== Exercise material ==
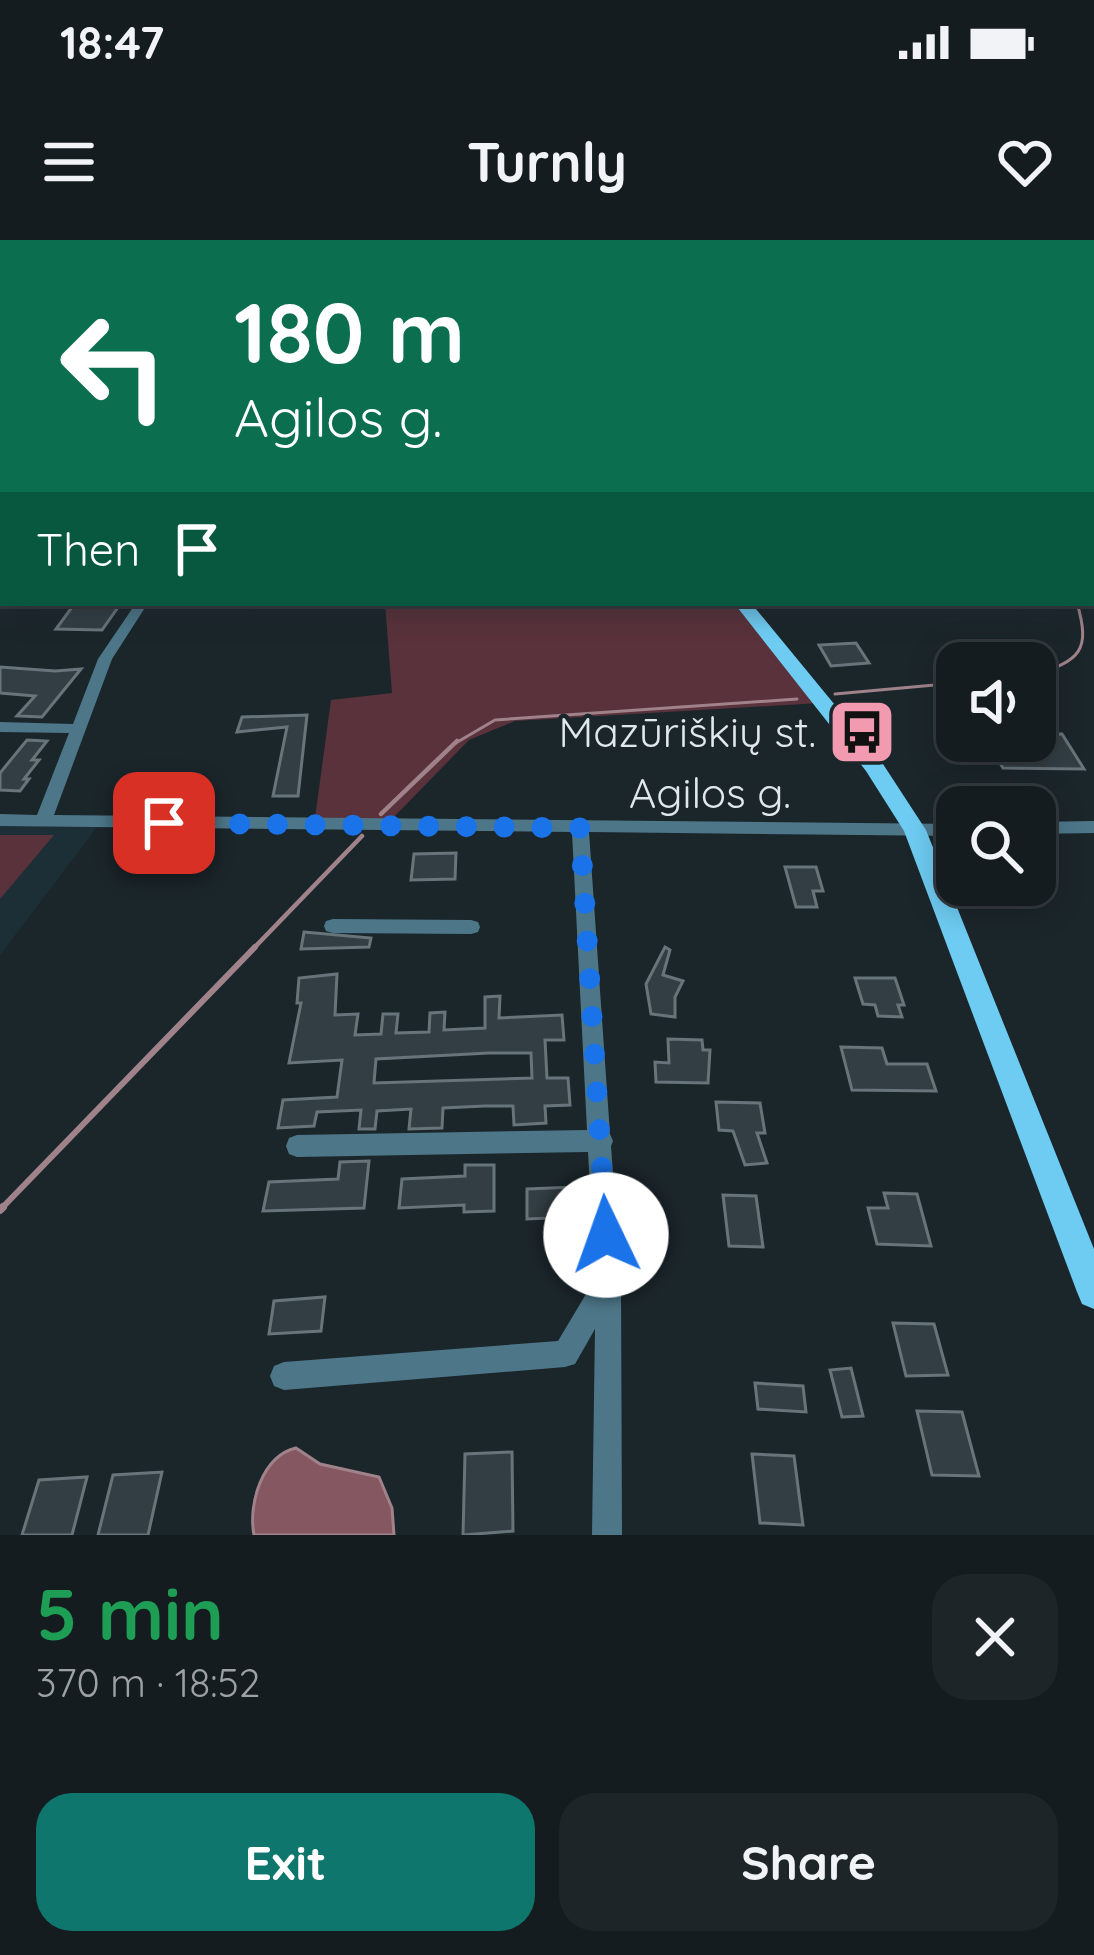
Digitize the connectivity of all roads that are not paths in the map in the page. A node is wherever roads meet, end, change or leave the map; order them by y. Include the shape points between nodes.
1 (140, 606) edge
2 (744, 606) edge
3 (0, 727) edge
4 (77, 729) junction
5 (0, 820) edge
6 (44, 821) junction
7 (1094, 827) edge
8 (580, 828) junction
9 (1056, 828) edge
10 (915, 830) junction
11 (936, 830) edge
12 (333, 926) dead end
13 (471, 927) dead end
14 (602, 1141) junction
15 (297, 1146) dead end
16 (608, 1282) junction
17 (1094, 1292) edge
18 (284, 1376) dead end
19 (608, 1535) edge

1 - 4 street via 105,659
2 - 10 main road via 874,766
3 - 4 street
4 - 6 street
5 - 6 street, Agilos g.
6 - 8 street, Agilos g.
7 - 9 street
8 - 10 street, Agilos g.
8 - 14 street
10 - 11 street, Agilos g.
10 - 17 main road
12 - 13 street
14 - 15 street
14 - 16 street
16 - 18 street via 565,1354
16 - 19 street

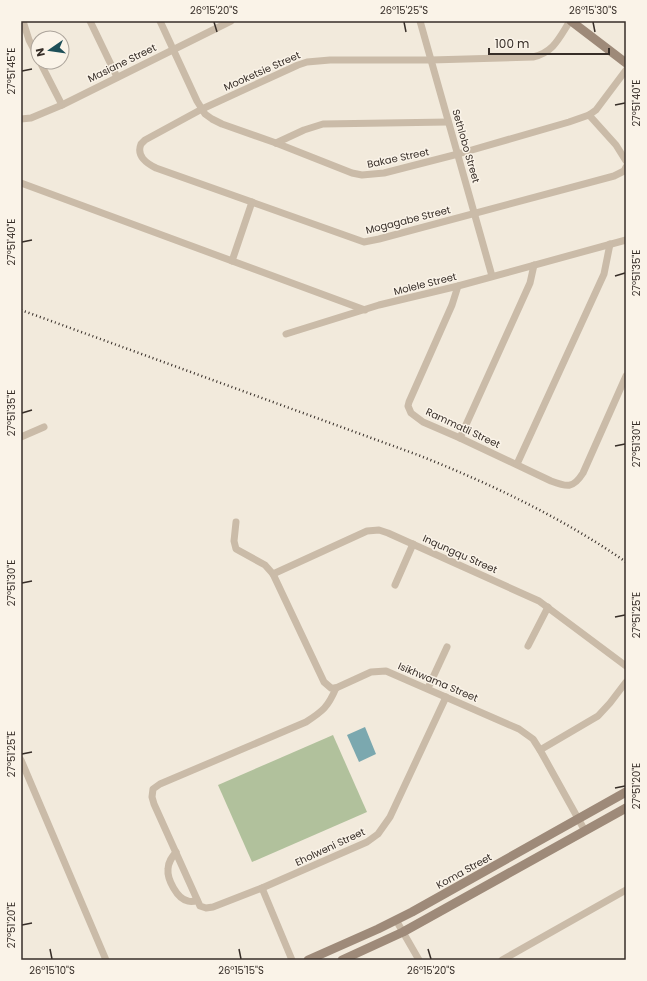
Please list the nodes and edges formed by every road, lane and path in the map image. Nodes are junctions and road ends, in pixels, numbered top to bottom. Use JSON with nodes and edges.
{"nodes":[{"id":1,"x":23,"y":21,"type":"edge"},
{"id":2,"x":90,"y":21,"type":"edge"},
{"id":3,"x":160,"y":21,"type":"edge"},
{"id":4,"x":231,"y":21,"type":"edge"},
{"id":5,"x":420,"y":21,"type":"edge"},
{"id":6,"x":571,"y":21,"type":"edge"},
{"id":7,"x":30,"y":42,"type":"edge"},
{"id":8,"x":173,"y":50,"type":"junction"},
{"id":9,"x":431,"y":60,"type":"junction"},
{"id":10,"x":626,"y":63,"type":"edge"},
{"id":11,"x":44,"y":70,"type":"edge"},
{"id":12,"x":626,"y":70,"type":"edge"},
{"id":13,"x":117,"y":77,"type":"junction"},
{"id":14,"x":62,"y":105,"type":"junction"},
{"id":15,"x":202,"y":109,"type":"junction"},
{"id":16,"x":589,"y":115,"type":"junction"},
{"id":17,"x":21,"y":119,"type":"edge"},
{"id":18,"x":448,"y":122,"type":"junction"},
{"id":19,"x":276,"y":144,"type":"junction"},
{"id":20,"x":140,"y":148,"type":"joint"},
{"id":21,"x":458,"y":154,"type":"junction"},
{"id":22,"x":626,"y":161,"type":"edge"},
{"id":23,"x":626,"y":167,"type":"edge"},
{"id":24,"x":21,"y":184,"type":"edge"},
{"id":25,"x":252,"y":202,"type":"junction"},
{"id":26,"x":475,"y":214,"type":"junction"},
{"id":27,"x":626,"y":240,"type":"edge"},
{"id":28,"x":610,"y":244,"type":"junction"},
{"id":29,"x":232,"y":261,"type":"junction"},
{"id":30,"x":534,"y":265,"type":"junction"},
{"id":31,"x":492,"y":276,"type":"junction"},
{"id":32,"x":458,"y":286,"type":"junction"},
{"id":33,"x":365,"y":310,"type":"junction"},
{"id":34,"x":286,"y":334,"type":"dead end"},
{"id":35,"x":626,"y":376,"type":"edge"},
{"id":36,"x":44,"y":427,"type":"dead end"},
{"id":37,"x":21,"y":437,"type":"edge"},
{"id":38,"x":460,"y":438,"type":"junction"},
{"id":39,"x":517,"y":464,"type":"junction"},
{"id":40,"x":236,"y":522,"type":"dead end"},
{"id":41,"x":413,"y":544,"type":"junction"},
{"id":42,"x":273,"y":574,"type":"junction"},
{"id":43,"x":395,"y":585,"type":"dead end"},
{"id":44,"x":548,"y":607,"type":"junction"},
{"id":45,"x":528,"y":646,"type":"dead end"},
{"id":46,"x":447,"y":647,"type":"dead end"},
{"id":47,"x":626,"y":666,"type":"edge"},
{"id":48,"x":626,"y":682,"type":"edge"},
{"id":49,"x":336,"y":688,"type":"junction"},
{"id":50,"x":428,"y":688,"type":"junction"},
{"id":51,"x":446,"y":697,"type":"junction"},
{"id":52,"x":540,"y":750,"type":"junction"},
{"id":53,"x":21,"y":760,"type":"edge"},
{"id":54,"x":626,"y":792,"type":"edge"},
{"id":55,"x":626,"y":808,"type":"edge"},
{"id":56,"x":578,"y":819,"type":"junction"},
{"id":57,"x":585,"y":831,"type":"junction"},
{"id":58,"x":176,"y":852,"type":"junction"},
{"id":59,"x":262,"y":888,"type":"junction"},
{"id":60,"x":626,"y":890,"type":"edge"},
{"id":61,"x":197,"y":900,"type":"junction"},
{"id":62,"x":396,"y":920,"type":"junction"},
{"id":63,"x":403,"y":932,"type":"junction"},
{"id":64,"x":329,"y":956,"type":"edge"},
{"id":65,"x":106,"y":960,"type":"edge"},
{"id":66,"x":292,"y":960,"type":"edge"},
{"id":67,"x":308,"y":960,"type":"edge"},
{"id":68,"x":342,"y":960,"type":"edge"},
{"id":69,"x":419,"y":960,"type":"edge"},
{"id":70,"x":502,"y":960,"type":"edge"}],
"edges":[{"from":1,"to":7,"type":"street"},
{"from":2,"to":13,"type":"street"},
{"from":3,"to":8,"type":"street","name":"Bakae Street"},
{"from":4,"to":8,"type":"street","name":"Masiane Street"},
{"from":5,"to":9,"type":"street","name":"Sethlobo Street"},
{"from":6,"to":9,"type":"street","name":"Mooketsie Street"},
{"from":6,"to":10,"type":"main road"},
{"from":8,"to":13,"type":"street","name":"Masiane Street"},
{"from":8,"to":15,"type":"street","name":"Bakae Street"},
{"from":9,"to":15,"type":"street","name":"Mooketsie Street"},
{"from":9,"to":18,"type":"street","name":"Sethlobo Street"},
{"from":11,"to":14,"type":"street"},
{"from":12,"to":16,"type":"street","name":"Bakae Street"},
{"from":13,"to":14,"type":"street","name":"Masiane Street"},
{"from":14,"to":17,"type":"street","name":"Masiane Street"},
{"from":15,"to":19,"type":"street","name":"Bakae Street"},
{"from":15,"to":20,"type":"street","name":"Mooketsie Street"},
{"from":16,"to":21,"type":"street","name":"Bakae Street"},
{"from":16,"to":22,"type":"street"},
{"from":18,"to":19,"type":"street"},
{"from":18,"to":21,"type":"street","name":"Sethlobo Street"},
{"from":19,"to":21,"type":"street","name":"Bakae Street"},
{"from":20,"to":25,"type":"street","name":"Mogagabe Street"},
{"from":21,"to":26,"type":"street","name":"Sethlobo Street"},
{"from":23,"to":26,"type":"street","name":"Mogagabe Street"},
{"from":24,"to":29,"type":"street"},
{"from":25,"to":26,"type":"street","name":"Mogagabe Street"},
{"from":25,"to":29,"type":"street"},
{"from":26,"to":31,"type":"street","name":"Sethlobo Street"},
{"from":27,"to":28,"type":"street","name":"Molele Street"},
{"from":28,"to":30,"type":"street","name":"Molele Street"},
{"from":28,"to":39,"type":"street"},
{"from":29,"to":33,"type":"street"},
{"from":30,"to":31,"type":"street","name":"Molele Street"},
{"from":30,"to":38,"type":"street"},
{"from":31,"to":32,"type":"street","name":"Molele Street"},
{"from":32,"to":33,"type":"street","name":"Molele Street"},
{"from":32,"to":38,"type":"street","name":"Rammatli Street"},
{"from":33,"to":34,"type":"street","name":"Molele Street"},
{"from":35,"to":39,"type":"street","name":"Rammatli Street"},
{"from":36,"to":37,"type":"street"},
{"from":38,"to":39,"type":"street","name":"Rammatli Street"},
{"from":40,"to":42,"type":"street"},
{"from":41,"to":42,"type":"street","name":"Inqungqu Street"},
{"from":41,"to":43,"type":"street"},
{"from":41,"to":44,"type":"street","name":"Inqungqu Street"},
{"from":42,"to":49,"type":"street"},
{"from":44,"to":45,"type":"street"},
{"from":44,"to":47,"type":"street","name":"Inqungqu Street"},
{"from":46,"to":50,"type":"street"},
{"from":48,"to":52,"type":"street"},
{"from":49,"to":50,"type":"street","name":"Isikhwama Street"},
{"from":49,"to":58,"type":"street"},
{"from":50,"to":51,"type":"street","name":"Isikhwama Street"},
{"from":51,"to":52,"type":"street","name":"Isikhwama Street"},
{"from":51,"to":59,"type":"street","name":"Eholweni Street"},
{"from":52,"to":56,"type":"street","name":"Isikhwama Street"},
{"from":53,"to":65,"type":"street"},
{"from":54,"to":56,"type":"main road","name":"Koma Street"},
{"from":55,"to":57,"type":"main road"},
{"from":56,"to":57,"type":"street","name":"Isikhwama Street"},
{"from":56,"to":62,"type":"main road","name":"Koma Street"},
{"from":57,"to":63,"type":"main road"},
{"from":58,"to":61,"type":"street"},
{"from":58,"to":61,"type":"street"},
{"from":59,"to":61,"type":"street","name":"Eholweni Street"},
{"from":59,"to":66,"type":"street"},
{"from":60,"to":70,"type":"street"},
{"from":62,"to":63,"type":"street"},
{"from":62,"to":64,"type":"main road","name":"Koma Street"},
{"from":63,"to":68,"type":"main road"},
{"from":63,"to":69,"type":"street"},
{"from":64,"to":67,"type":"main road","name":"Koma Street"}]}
===
Where does "edges" appear in the records above? Copy each line that holds it.

Exercise solution:
Please list the nodes and edges formed by every road, lane and path in the map image. Nodes are junctions and road ends, in pixels, numbered top to bottom. Use JSON with nodes and edges.
"edges":[{"from":1,"to":7,"type":"street"},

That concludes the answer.